Il n’en fallait pas tant pour provoquer la colère de plusieurs dizaines d’ONG début septembre, prêtes à en découdre à coups de casseroles. L’association Générations Futures a même déclaré que « la déréglementation empêcherait les citoyens de savoir ce qu’ils mangent et les agriculteurs de savoir ce qu’ils sèment. Les propositions de la Commission franchissent des lignes rouges en matière de biosécurité, de transparence de l’information et de protection des consommateurs. Elles doivent être rejetées ». Un argument sur le manque de transparence évident du dit cadre, qui, dans une époque de méfiance généralisée à l’égard des pouvoirs publics, devrait éveiller la vigilance de bon nombre de citoyens européens. Pour Francesco Sottile, professeur à l’Université de Palerme et membre du bureau exécutif de Slow Food Italie : « les nouveaux — et les anciens — OGM sont totalement incompatibles avec l’agroécologie. Ils ne sont profitables qu’aux agriculteurs pratiquant la monoculture et refusant d’adopter des techniques qui permettraient d’améliorer la résilience des terres et des zones rurales ».

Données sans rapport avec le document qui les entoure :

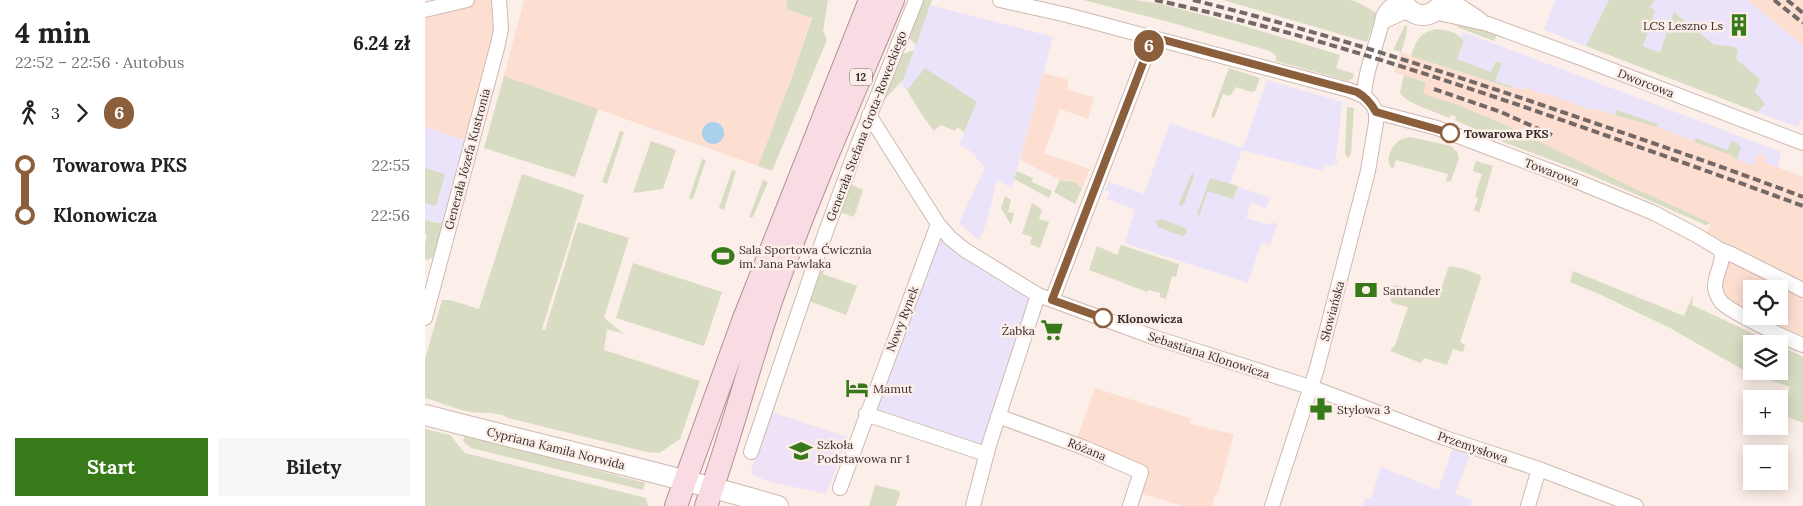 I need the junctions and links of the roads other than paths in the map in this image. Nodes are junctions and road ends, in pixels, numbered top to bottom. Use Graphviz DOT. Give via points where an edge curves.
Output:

Plus récemment, le 4 octobre dernier, c’était au tour Slow Food, le mouvement pour l’alimentation et la biodiversité, de se présenter comme le porte parole de la majorité des européens qui « ne veulent pas de nouveaux OGM dans leurs champs ni dans leurs assiettes ». Pour l’association, ce texte ne répond absolument pas aux enjeux de son époque comme le promet la Commission, bien au contraire, et ne ferait que « tomber dans le piège de la technologie ». Pire, il se baserait essentiellement sur des études biaisées, incomplètes et totalement subjectives, notamment une étude datée d’avril 2020 qui stipulait « que les NGT pourraient profiter à la société européenne », car elles permettraient d’améliorer la durabilité des systèmes alimentaires. Slow Food avait alors répondu le 6 juin dernier en publiant une note de synthèse demandant que la régulation actuelle reste en vigueur. En compagnie de 60 autres organisations de la société civile, le groupe avait également répondu conjointement à la Commission « afin d’exposer en détails leurs multiples préoccupations concernant son rapport ». Sans nous faire l’avocat de qui que ce soit, espérons que ces nombreuses craintes, justifiées, inciteront les membres de la Commission Européenne à un peu plus de transparence. Continuer d’avancer dans cette direction en gardant leur cuisine en interne ne ferait qu’endommager une planète qui n’en a définitivement pas besoin… et la confiance de millions d’européens déjà bien entamée.
En résumé
La Commission Européenne consulte les citoyens sur une possible déréglementation des plantes et aliments génétiquement modifiés.